For this, we give thanks.
Because of the above mentioned number of people inhabiting the world who absolutely suck, gamers are rarely long distance travelers. Most refuse to leave their state, or county, or town, or house, or the creature comforts of their motorized cart - so in a way MMO's become a real life game of Avatar.
In reality, most of us will never be able to pull off the imposing and intimidating look of the hero. We lack the bulging muscles, athletic grace, and ability to walk any real discernable distance without getting those really pinchy side cramps.
And were we to ignore those things and try, we'd be laughed at, ridiculed, and humiliated to the point where we were driven insane and forced into a life of crime.
Where we would *also* fail.
But online? In game?
We can be anything that we can dream of. We can heft swords, cast magic spells and save damsels in distress from horrible monsters in hopes of getting some of that sweet, sweet trauma nookie.
Video games offer us a chance to travel without worry or fear. They offer us a chance to see worlds created by imagination, and to be whisked off to exotic realms of fantasy and excitement. We can meet strange new creatures, learn about alien cultures and societies, and when we've learned and experienced, and dare I say it - even loved...
...we can kill the f**k out of ALL of them and take their stuff. Because another thing that we should be grateful for is:
While people with things like "Doctorates" or "Degrees" or fancy dancy "High School Diplomas" might disagree with the statement, I find the copious amounts of violence embedded in our video games to be a good thing. Ragdoll effects, slow motion explosions and blood raining from the sky in a torrent of crimson may look awesome in game, but that is only because they really are.
In real life, violence often comes mingled with pain, and if you're unlucky enough to have a skin surface ratio that has been drastically augmented and enhanced by Funyon and Mountain Dew implants, you have more area to feel that pain with.
Video games give us a safe and healthy way to release the aggression and tension that builds up inside of us so that we can cope with the trials and tribulations of the real world without turning into the creepy tuck-dancing serial killer from Silence of the Lambs.
Violent games don't make us violent; they give us an outlet in which to vent frustration without having to resort to violence in the real world. They allow us to laugh at our own aggravation, and to see how silly physically solving a problem instead of working it out intellectually really is.
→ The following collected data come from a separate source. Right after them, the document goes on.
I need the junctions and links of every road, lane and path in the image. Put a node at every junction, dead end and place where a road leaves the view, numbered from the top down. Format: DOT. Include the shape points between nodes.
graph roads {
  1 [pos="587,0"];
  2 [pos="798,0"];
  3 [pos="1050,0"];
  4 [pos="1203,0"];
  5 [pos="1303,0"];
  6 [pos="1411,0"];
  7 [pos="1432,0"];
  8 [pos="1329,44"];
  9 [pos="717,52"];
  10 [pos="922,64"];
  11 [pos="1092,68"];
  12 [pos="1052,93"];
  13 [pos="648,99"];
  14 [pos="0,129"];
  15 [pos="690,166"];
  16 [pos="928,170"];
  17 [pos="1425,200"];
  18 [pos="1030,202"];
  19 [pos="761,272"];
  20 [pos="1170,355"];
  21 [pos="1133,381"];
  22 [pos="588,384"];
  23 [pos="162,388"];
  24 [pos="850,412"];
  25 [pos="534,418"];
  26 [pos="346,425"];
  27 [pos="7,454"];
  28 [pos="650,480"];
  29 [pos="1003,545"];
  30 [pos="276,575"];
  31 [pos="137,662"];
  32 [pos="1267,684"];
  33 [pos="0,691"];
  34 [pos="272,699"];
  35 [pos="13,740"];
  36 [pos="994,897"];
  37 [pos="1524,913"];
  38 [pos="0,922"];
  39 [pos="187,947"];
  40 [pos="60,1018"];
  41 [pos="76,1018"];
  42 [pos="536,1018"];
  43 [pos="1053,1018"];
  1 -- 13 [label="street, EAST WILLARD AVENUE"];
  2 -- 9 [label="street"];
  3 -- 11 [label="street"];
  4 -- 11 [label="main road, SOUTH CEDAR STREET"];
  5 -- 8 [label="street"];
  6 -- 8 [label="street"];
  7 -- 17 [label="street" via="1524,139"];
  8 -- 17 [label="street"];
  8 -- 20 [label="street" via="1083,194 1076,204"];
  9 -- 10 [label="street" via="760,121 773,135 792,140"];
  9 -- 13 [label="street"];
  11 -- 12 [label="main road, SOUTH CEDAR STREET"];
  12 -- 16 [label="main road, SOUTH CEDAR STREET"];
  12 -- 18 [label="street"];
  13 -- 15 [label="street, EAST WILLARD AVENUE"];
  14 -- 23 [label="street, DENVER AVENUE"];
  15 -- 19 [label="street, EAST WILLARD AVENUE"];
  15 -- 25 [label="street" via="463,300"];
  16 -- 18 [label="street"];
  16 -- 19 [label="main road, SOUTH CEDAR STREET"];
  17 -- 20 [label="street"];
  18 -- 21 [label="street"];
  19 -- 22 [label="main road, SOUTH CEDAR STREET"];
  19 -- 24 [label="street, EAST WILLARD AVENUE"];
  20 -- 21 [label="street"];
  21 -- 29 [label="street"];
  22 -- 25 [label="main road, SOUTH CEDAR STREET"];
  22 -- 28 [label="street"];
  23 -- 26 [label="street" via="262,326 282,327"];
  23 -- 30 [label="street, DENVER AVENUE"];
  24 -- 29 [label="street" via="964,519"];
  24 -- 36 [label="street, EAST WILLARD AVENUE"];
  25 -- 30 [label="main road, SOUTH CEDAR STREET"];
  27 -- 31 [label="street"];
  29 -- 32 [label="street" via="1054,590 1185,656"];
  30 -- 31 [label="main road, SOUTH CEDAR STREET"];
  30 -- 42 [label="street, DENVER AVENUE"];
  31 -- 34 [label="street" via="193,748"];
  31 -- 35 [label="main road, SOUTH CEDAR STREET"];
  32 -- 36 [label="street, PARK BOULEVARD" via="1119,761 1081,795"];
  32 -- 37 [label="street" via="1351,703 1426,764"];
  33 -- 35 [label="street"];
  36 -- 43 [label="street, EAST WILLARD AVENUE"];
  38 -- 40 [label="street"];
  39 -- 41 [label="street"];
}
That, and sometimes exploding heads are just f**king cool.
The Naughty Bits
From cyber sex accidentally getting posted into guild chat, to the nude mods and skins that are painstakingly created and released barely seconds after the game itself goes public; I am not only thankful for all of you dirty little hump monkeys, I'm not ashamed to admit it.
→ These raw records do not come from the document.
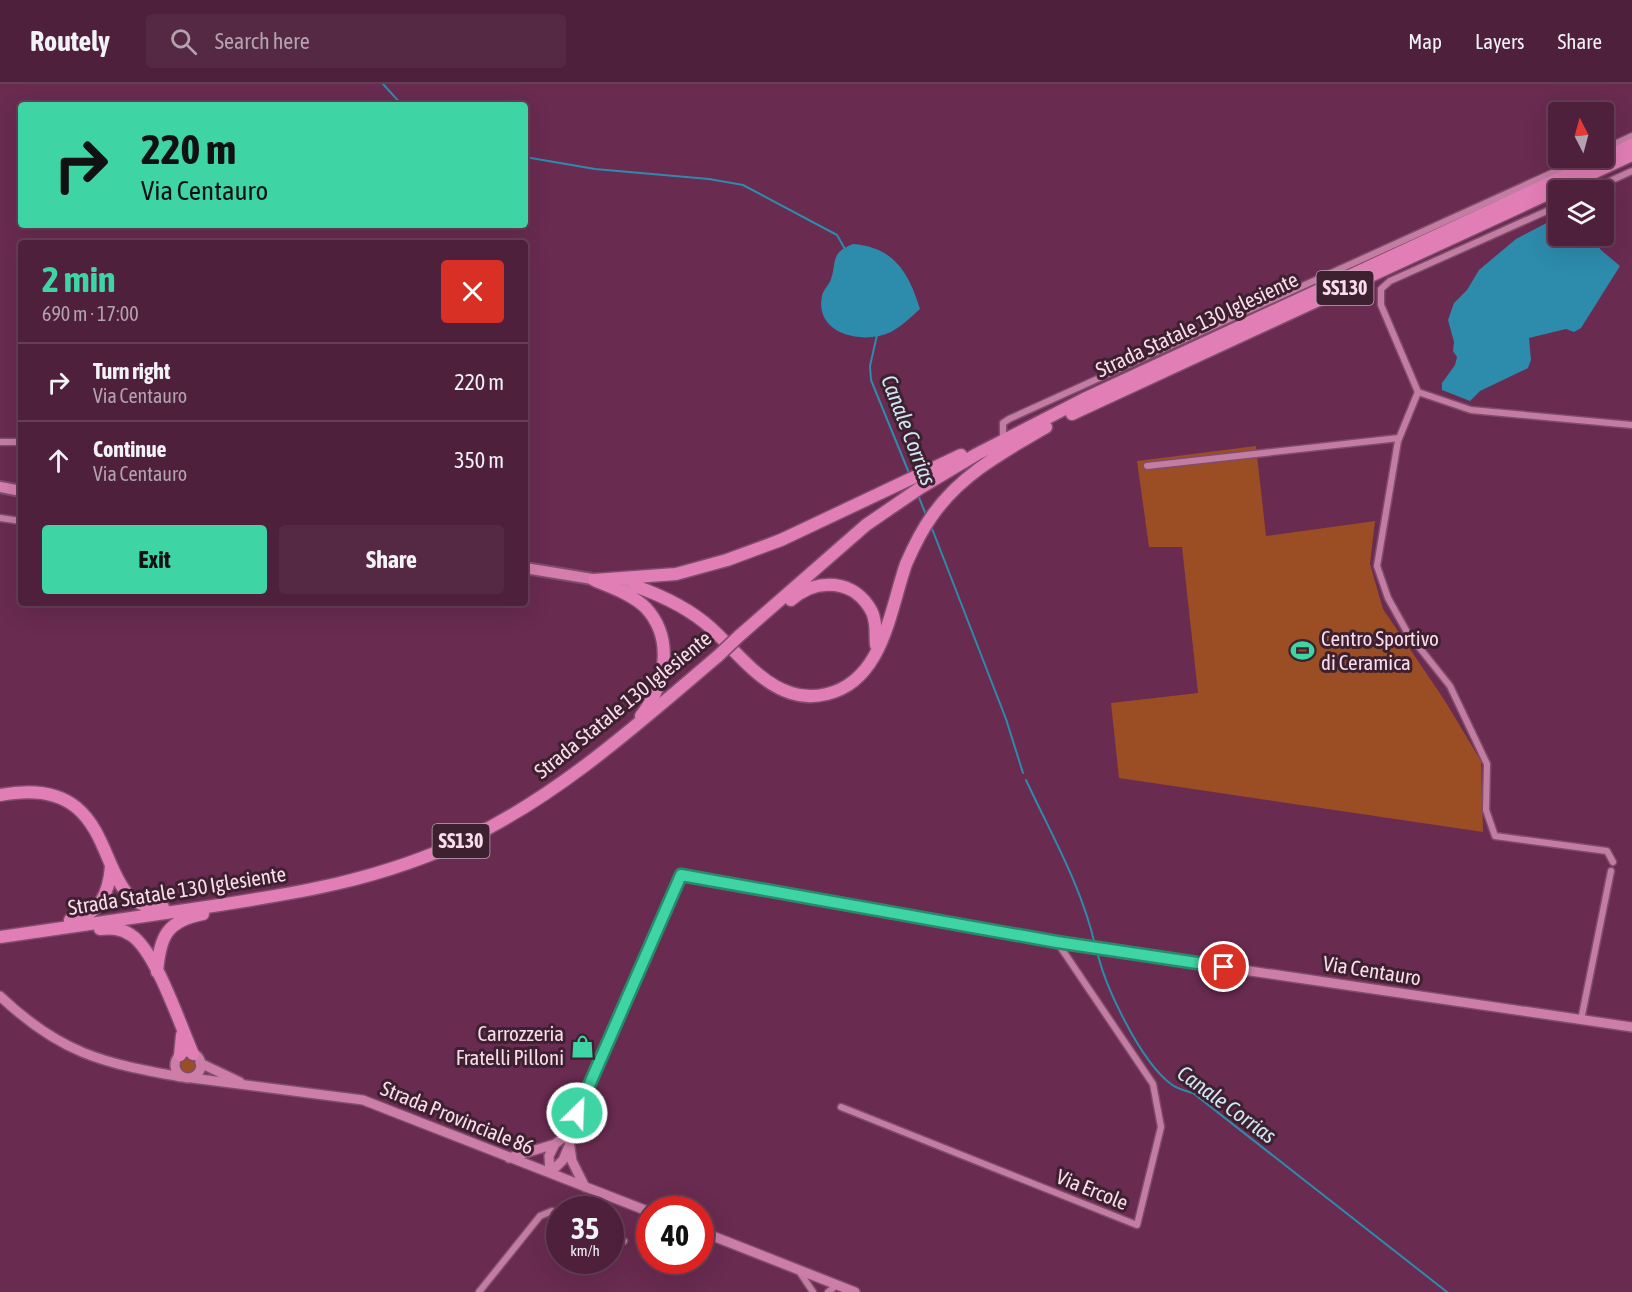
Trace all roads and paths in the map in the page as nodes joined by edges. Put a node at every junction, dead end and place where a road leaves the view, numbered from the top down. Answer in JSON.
{"nodes":[{"id":1,"x":1632,"y":136,"type":"edge"},
{"id":2,"x":1614,"y":144,"type":"edge"},
{"id":3,"x":1632,"y":145,"type":"edge"},
{"id":4,"x":1632,"y":155,"type":"edge"},
{"id":5,"x":1563,"y":168,"type":"edge"},
{"id":6,"x":1632,"y":171,"type":"edge"},
{"id":7,"x":1612,"y":180,"type":"edge"},
{"id":8,"x":1548,"y":210,"type":"edge"},
{"id":9,"x":1418,"y":392,"type":"junction"},
{"id":10,"x":1084,"y":399,"type":"junction"},
{"id":11,"x":1057,"y":421,"type":"junction"},
{"id":12,"x":1632,"y":425,"type":"edge"},
{"id":13,"x":1003,"y":436,"type":"junction"},
{"id":14,"x":1400,"y":438,"type":"junction"},
{"id":15,"x":0,"y":442,"type":"edge"},
{"id":16,"x":18,"y":442,"type":"edge"},
{"id":17,"x":977,"y":454,"type":"junction"},
{"id":18,"x":1147,"y":466,"type":"dead end"},
{"id":19,"x":918,"y":482,"type":"junction"},
{"id":20,"x":0,"y":488,"type":"edge"},
{"id":21,"x":18,"y":491,"type":"edge"},
{"id":22,"x":0,"y":518,"type":"edge"},
{"id":23,"x":18,"y":521,"type":"edge"},
{"id":24,"x":528,"y":569,"type":"edge"},
{"id":25,"x":594,"y":580,"type":"junction"},
{"id":26,"x":635,"y":586,"type":"joint"},
{"id":27,"x":741,"y":636,"type":"junction"},
{"id":28,"x":877,"y":650,"type":"junction"},
{"id":29,"x":651,"y":709,"type":"junction"},
{"id":30,"x":0,"y":795,"type":"edge"},
{"id":31,"x":1613,"y":862,"type":"dead end"},
{"id":32,"x":111,"y":865,"type":"junction"},
{"id":33,"x":1611,"y":871,"type":"dead end"},
{"id":34,"x":262,"y":898,"type":"junction"},
{"id":35,"x":18,"y":935,"type":"junction"},
{"id":36,"x":0,"y":938,"type":"edge"},
{"id":37,"x":1057,"y":942,"type":"junction"},
{"id":38,"x":1084,"y":946,"type":"joint"},
{"id":39,"x":1107,"y":950,"type":"joint"},
{"id":40,"x":158,"y":972,"type":"junction"},
{"id":41,"x":0,"y":996,"type":"edge"},
{"id":42,"x":1581,"y":1020,"type":"junction"},
{"id":43,"x":181,"y":1028,"type":"junction"},
{"id":44,"x":1632,"y":1028,"type":"edge"},
{"id":45,"x":178,"y":1058,"type":"junction"},
{"id":46,"x":197,"y":1058,"type":"junction"},
{"id":47,"x":146,"y":1071,"type":"junction"},
{"id":48,"x":181,"y":1077,"type":"junction"},
{"id":49,"x":192,"y":1078,"type":"junction"},
{"id":50,"x":245,"y":1084,"type":"junction"},
{"id":51,"x":841,"y":1107,"type":"dead end"},
{"id":52,"x":568,"y":1134,"type":"junction"},
{"id":53,"x":555,"y":1144,"type":"junction"},
{"id":54,"x":568,"y":1148,"type":"junction"},
{"id":55,"x":509,"y":1158,"type":"junction"},
{"id":56,"x":550,"y":1173,"type":"junction"},
{"id":57,"x":585,"y":1186,"type":"junction"},
{"id":58,"x":636,"y":1206,"type":"edge"},
{"id":59,"x":546,"y":1213,"type":"edge"},
{"id":60,"x":714,"y":1236,"type":"edge"},
{"id":61,"x":797,"y":1269,"type":"junction"},
{"id":62,"x":837,"y":1288,"type":"edge"},
{"id":63,"x":479,"y":1292,"type":"edge"},
{"id":64,"x":813,"y":1292,"type":"edge"},
{"id":65,"x":828,"y":1292,"type":"edge"},
{"id":66,"x":855,"y":1292,"type":"edge"}],
"edges":[{"from":1,"to":2,"type":"street"},
{"from":3,"to":10,"type":"highway","name":"Strada Statale 130 Iglesiente","number":"SS130"},
{"from":4,"to":11,"type":"highway","name":"Strada Statale 130 Iglesiente","number":"SS130"},
{"from":5,"to":13,"type":"street"},
{"from":6,"to":7,"type":"street"},
{"from":8,"to":9,"type":"street"},
{"from":9,"to":12,"type":"street"},
{"from":9,"to":14,"type":"street"},
{"from":10,"to":13,"type":"highway"},
{"from":10,"to":17,"type":"highway","name":"Strada Statale 130 Iglesiente","number":"SS130"},
{"from":11,"to":17,"type":"highway","name":"Strada Statale 130 Iglesiente","number":"SS130"},
{"from":11,"to":28,"type":"highway"},
{"from":13,"to":19,"type":"highway"},
{"from":14,"to":18,"type":"street"},
{"from":14,"to":31,"type":"street"},
{"from":15,"to":16,"type":"street"},
{"from":17,"to":19,"type":"highway","name":"Strada Statale 130 Iglesiente","number":"SS130"},
{"from":19,"to":25,"type":"highway"},
{"from":19,"to":27,"type":"highway","name":"Strada Statale 130 Iglesiente","number":"SS130"},
{"from":20,"to":21,"type":"main road"},
{"from":22,"to":23,"type":"street"},
{"from":24,"to":25,"type":"main road"},
{"from":25,"to":26,"type":"main road"},
{"from":25,"to":29,"type":"highway"},
{"from":26,"to":28,"type":"highway"},
{"from":27,"to":28,"type":"highway"},
{"from":27,"to":29,"type":"highway","name":"Strada Statale 130 Iglesiente","number":"SS130","bridge":true},
{"from":29,"to":34,"type":"highway","name":"Strada Statale 130 Iglesiente","number":"SS130"},
{"from":30,"to":32,"type":"highway"},
{"from":32,"to":34,"type":"highway"},
{"from":32,"to":35,"type":"highway"},
{"from":33,"to":42,"type":"street"},
{"from":34,"to":35,"type":"highway","name":"Strada Statale 130 Iglesiente","number":"SS130"},
{"from":34,"to":40,"type":"highway"},
{"from":35,"to":36,"type":"highway","name":"Strada Statale 130 Iglesiente","number":"SS130"},
{"from":35,"to":40,"type":"highway"},
{"from":37,"to":38,"type":"street"},
{"from":37,"to":51,"type":"street","name":"Via Ercole"},
{"from":37,"to":52,"type":"street"},
{"from":38,"to":39,"type":"street"},
{"from":39,"to":42,"type":"street","name":"Via Centauro"},
{"from":40,"to":43,"type":"highway"},
{"from":41,"to":47,"type":"street"},
{"from":42,"to":44,"type":"street","name":"Via Centauro"},
{"from":43,"to":45,"type":"highway"},
{"from":43,"to":46,"type":"highway"},
{"from":45,"to":46,"type":"street"},
{"from":45,"to":47,"type":"street"},
{"from":45,"to":48,"type":"street"},
{"from":46,"to":49,"type":"street"},
{"from":46,"to":50,"type":"street","name":"Strada Provinciale 86"},
{"from":47,"to":48,"type":"street"},
{"from":48,"to":49,"type":"street"},
{"from":49,"to":50,"type":"street","name":"Strada Provinciale 86"},
{"from":50,"to":55,"type":"street","name":"Strada Provinciale 86"},
{"from":52,"to":53,"type":"street"},
{"from":52,"to":54,"type":"street"},
{"from":53,"to":55,"type":"street"},
{"from":53,"to":56,"type":"street"},
{"from":54,"to":56,"type":"street"},
{"from":54,"to":57,"type":"street"},
{"from":55,"to":56,"type":"street","name":"Strada Provinciale 86"},
{"from":56,"to":57,"type":"street","name":"Strada Provinciale 86"},
{"from":57,"to":58,"type":"street","name":"Strada Provinciale 86"},
{"from":59,"to":63,"type":"street"},
{"from":60,"to":61,"type":"street"},
{"from":61,"to":62,"type":"street"},
{"from":61,"to":64,"type":"street"},
{"from":62,"to":65,"type":"street"},
{"from":62,"to":66,"type":"street"}]}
"I am thankful for all the naughtiness and perversion that exists within the world of online games, because there is nothing hotter than seeing the word "nipple" misspelled in the attempt to lustfully woo another person. -Coyote"
As taboo as it may sound, sexuality is always going to be a factor in any sort of online exchange. We forget that at our very core we are animals. And like those primal instinct driven beasts, we are genetically programmed to giggle uncontrollably at tasteless, juvenile jokes or at the sight of a naked dark elf streaking through the market place.
I mean, come on - Age of Conan had slider bars for breast size. Breast size. How amazing is THAT?
The only thing funnier than people playing video games in hopes of having a sexual relationship, is the fact that they have no way of knowing who or what really lurks behind that gyrating dwarf's avatar. Sure, you could follow the golden rule of the internet: "A female character is always a female player.", but on the slim and one-in-a-million chance that it's not?
Those are the moments that I am truly thankful for - the ones that bring the laughter.